**What to work on**
The expected output is every line of the data exactly as shown, minus the images.

**Data records**
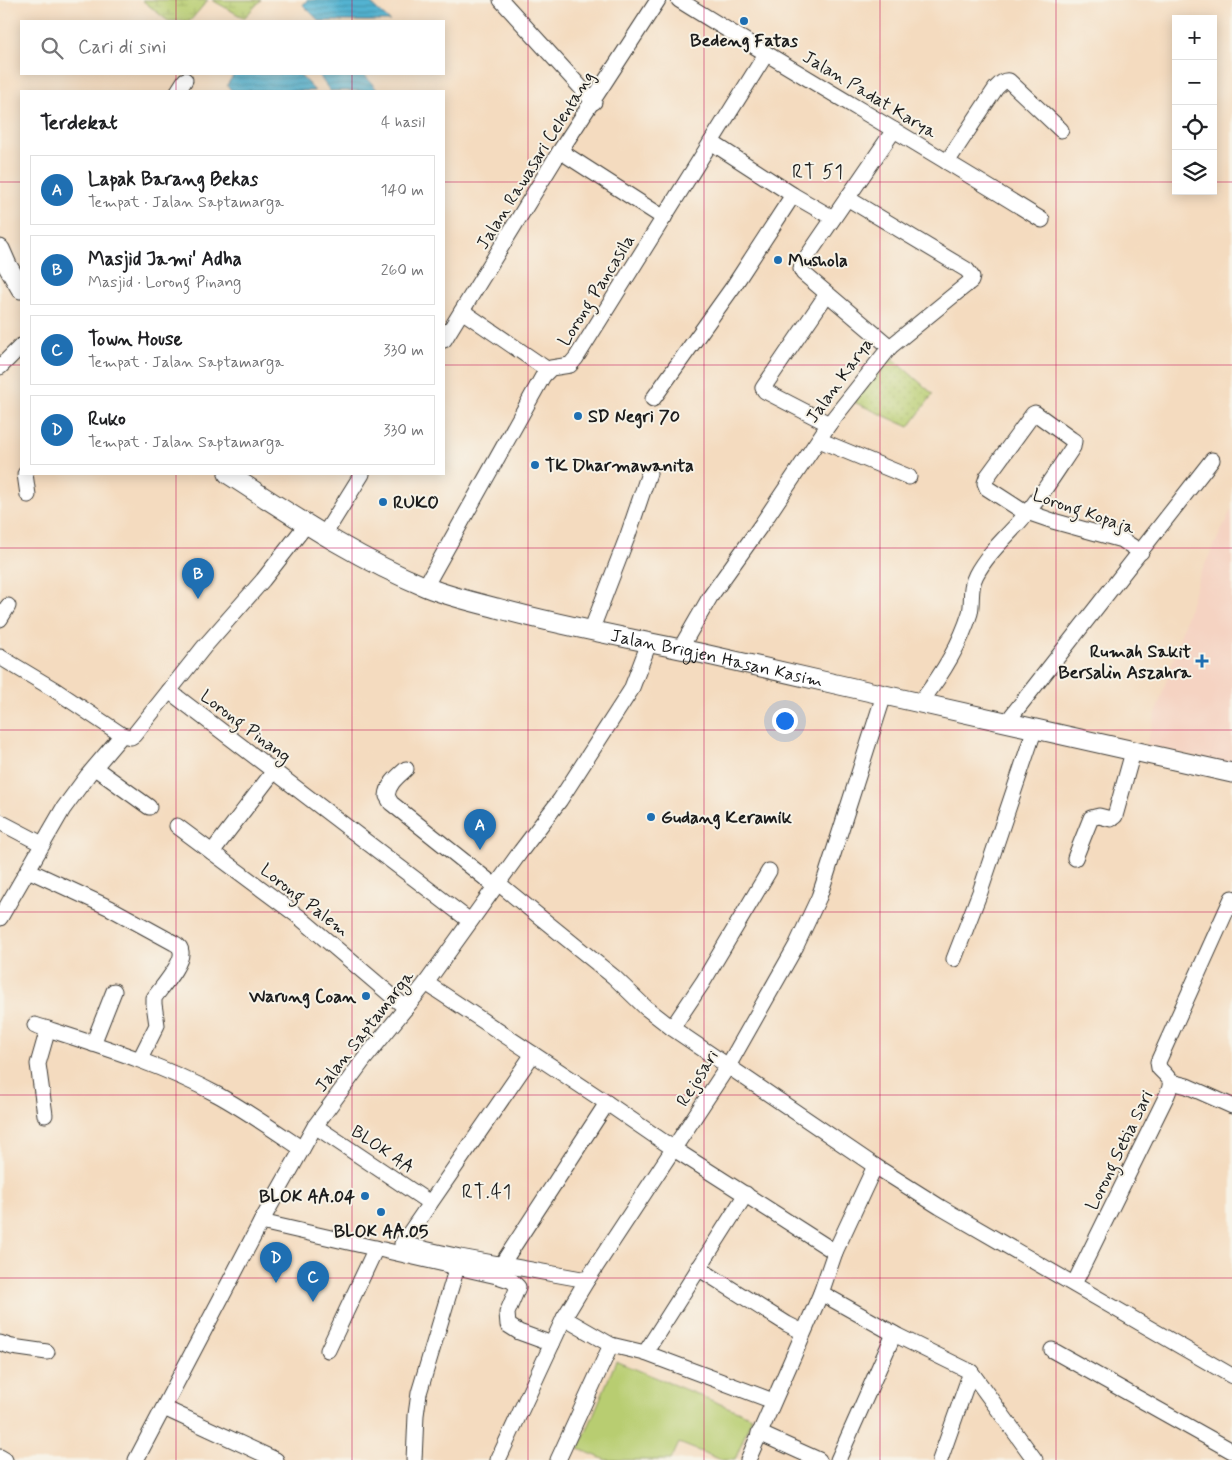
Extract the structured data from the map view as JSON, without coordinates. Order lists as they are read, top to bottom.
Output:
{
  "streets": {
    "street": [
      "Jalan Padat Karya",
      "Jalan Rawasari Celentang",
      "Lorong Pancasila",
      "Jalan Karya",
      "Lorong Kopaja",
      "Jalan Brigjen Hasan Kasim",
      "Lorong Pinang",
      "Lorong Palem",
      "Jalan Saptamarga",
      "Rejosari",
      "BLOK AA",
      "Lorong Setia Sari"
    ]
  },
  "crossings": [
    ["Jalan Padat Karya", "Lorong Pancasila"],
    ["Jalan Padat Karya", "Jalan Karya"],
    ["Jalan Karya", "Jalan Brigjen Hasan Kasim"],
    ["Lorong Kopaja", "Jalan Brigjen Hasan Kasim"],
    ["Jalan Brigjen Hasan Kasim", "Jalan Saptamarga"],
    ["Jalan Brigjen Hasan Kasim", "Rejosari"],
    ["Lorong Pinang", "Jalan Saptamarga"],
    ["Lorong Palem", "Jalan Saptamarga"],
    ["Jalan Saptamarga", "BLOK AA"]
  ],
  "districts": ["RT 51", "RT.41"],
  "places": {
    "other": [
      "Bedeng Fatas",
      "Mushola",
      "SD Negri 70",
      "TK Dharmawanita",
      "RUKO",
      "Gudang Keramik",
      "Warung Coan",
      "BLOK AA.04",
      "BLOK AA.05"
    ],
    "health": ["Rumah Sakit Bersalin Aszahra"]
  },
  "page": {
    "map_buttons": ["+", "−"],
    "search": "Cari di sini",
    "heading": ["Terdekat", "4 hasil"],
    "list": [
      {
        "mark": "A",
        "name": "Lapak Barang Bekas",
        "note": "Tempat · Jalan Saptamarga",
        "value": "140 m"
      },
      {
        "mark": "B",
        "name": "Masjid Jami' Adha",
        "note": "Masjid · Lorong Pinang",
        "value": "260 m"
      },
      {
        "mark": "C",
        "name": "Town House",
        "note": "Tempat · Jalan Saptamarga",
        "value": "330 m"
      },
      {
        "mark": "D",
        "name": "Ruko",
        "note": "Tempat · Jalan Saptamarga",
        "value": "330 m"
      }
    ],
    "pins": [
      "B",
      "A",
      "D",
      "C"
    ]
  }
}
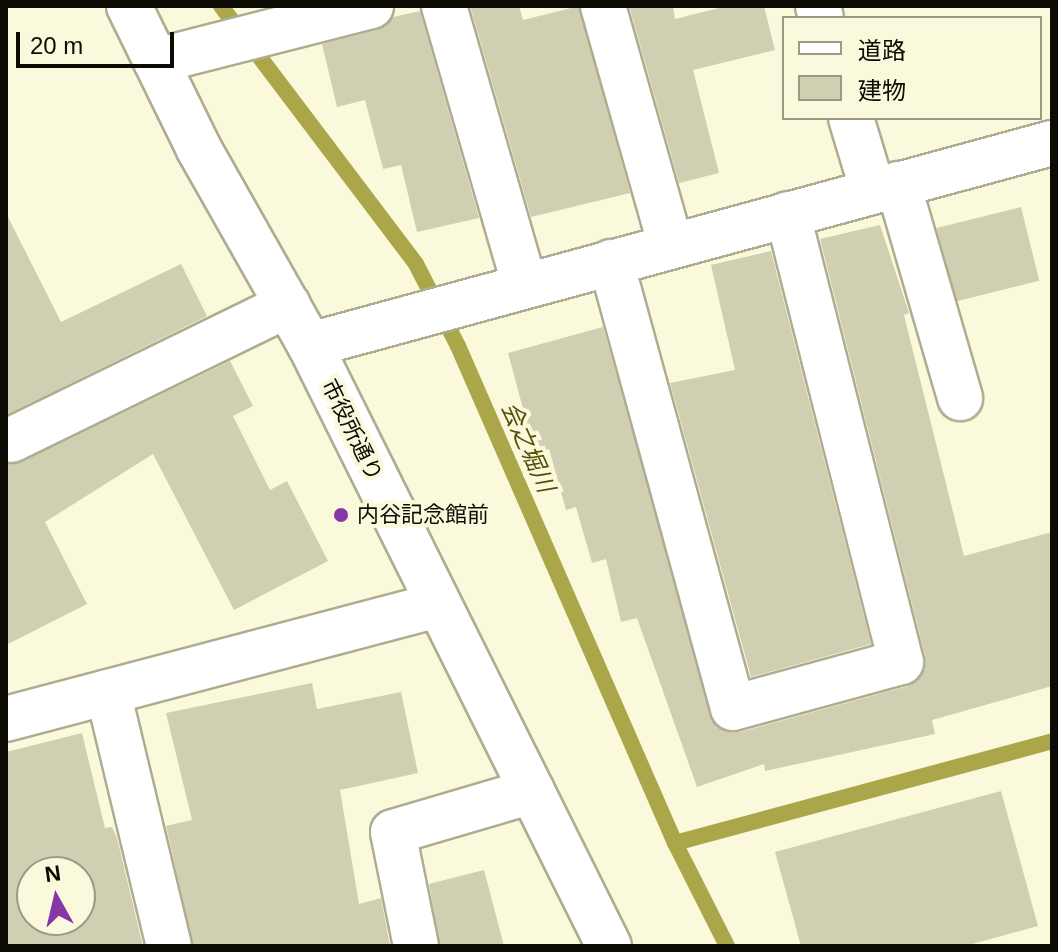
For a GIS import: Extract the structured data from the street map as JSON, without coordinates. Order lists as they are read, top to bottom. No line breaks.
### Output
{"streets":{"street":["市役所通り"]},"water":["会之堀川"],"places":["内谷記念館前"],"legend":["道路","建物"],"scale_bar":"20 m","north":"top"}
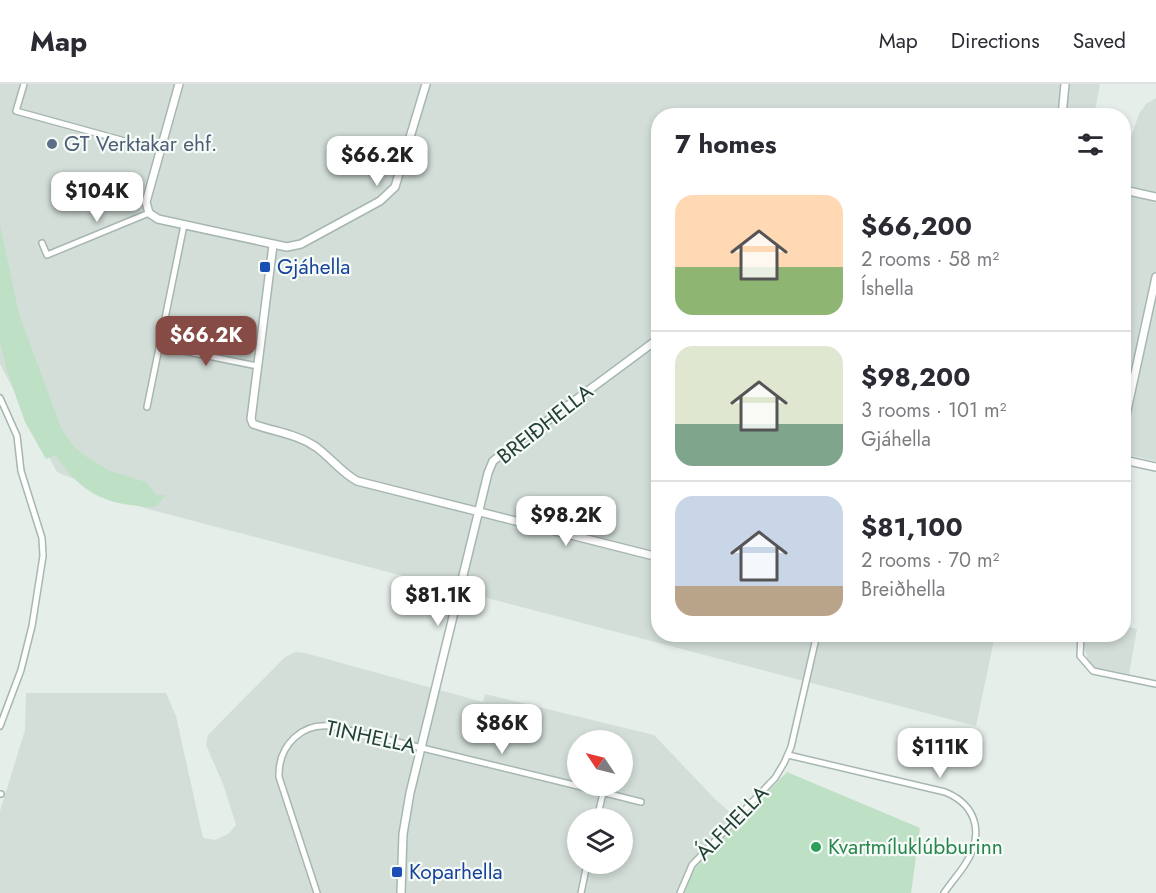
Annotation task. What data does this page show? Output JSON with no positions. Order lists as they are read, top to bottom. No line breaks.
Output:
{"streets":{"street":["BREIÐHELLA","TINHELLA","ÁLFHELLA"]},"crossings":[["BREIÐHELLA","TINHELLA"]],"places":{"other":["GT Verktakar ehf.","Kvartmíluklúbburinn"],"transit":["Gjáhella","Koparhella"]},"north":"top left","page":{"header":"Map","nav":["Map","Directions","Saved"],"heading":"7 homes","price":["$66.2K","$104K","$66.2K","$98.2K","$81.1K","$86K","$111K"],"list":[{"name":"$66,200","note":"2 rooms · 58 m² · Íshella"},{"name":"$98,200","note":"3 rooms · 101 m² · Gjáhella"},{"name":"$81,100","note":"2 rooms · 70 m² · Breiðhella"}]}}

**Answer space**
Extract the structured data from the map view as JSON, without coordinates. Order lists as they are read, top to bottom.
Output:
{
  "streets": {
    "street": [
      "Jalan Padat Karya",
      "Jalan Rawasari Celentang",
      "Lorong Pancasila",
      "Jalan Karya",
      "Lorong Kopaja",
      "Jalan Brigjen Hasan Kasim",
      "Lorong Pinang",
      "Lorong Palem",
      "Jalan Saptamarga",
      "Rejosari",
      "BLOK AA",
      "Lorong Setia Sari"
    ]
  },
  "crossings": [
    ["Jalan Padat Karya", "Lorong Pancasila"],
    ["Jalan Padat Karya", "Jalan Karya"],
    ["Jalan Karya", "Jalan Brigjen Hasan Kasim"],
    ["Lorong Kopaja", "Jalan Brigjen Hasan Kasim"],
    ["Jalan Brigjen Hasan Kasim", "Jalan Saptamarga"],
    ["Jalan Brigjen Hasan Kasim", "Rejosari"],
    ["Lorong Pinang", "Jalan Saptamarga"],
    ["Lorong Palem", "Jalan Saptamarga"],
    ["Jalan Saptamarga", "BLOK AA"]
  ],
  "districts": ["RT 51", "RT.41"],
  "places": {
    "other": [
      "Bedeng Fatas",
      "Mushola",
      "SD Negri 70",
      "TK Dharmawanita",
      "RUKO",
      "Gudang Keramik",
      "Warung Coan",
      "BLOK AA.04",
      "BLOK AA.05"
    ],
    "health": ["Rumah Sakit Bersalin Aszahra"]
  },
  "page": {
    "map_buttons": ["+", "−"],
    "search": "Cari di sini",
    "heading": ["Terdekat", "4 hasil"],
    "list": [
      {
        "mark": "A",
        "name": "Lapak Barang Bekas",
        "note": "Tempat · Jalan Saptamarga",
        "value": "140 m"
      },
      {
        "mark": "B",
        "name": "Masjid Jami' Adha",
        "note": "Masjid · Lorong Pinang",
        "value": "260 m"
      },
      {
        "mark": "C",
        "name": "Town House",
        "note": "Tempat · Jalan Saptamarga",
        "value": "330 m"
      },
      {
        "mark": "D",
        "name": "Ruko",
        "note": "Tempat · Jalan Saptamarga",
        "value": "330 m"
      }
    ],
    "pins": [
      "B",
      "A",
      "D",
      "C"
    ]
  }
}
For a GIS import: Extract the structured data from the street map as JSON, without coordinates. Order lists as they are read, top to bottom. No line breaks.
### Output
{"streets":{"street":["市役所通り"]},"water":["会之堀川"],"places":["内谷記念館前"],"legend":["道路","建物"],"scale_bar":"20 m","north":"top"}
Annotation task. What data does this page show? Output JSON with no positions. Order lists as they are read, top to bottom. No line breaks.
Output:
{"streets":{"street":["BREIÐHELLA","TINHELLA","ÁLFHELLA"]},"crossings":[["BREIÐHELLA","TINHELLA"]],"places":{"other":["GT Verktakar ehf.","Kvartmíluklúbburinn"],"transit":["Gjáhella","Koparhella"]},"north":"top left","page":{"header":"Map","nav":["Map","Directions","Saved"],"heading":"7 homes","price":["$66.2K","$104K","$66.2K","$98.2K","$81.1K","$86K","$111K"],"list":[{"name":"$66,200","note":"2 rooms · 58 m² · Íshella"},{"name":"$98,200","note":"3 rooms · 101 m² · Gjáhella"},{"name":"$81,100","note":"2 rooms · 70 m² · Breiðhella"}]}}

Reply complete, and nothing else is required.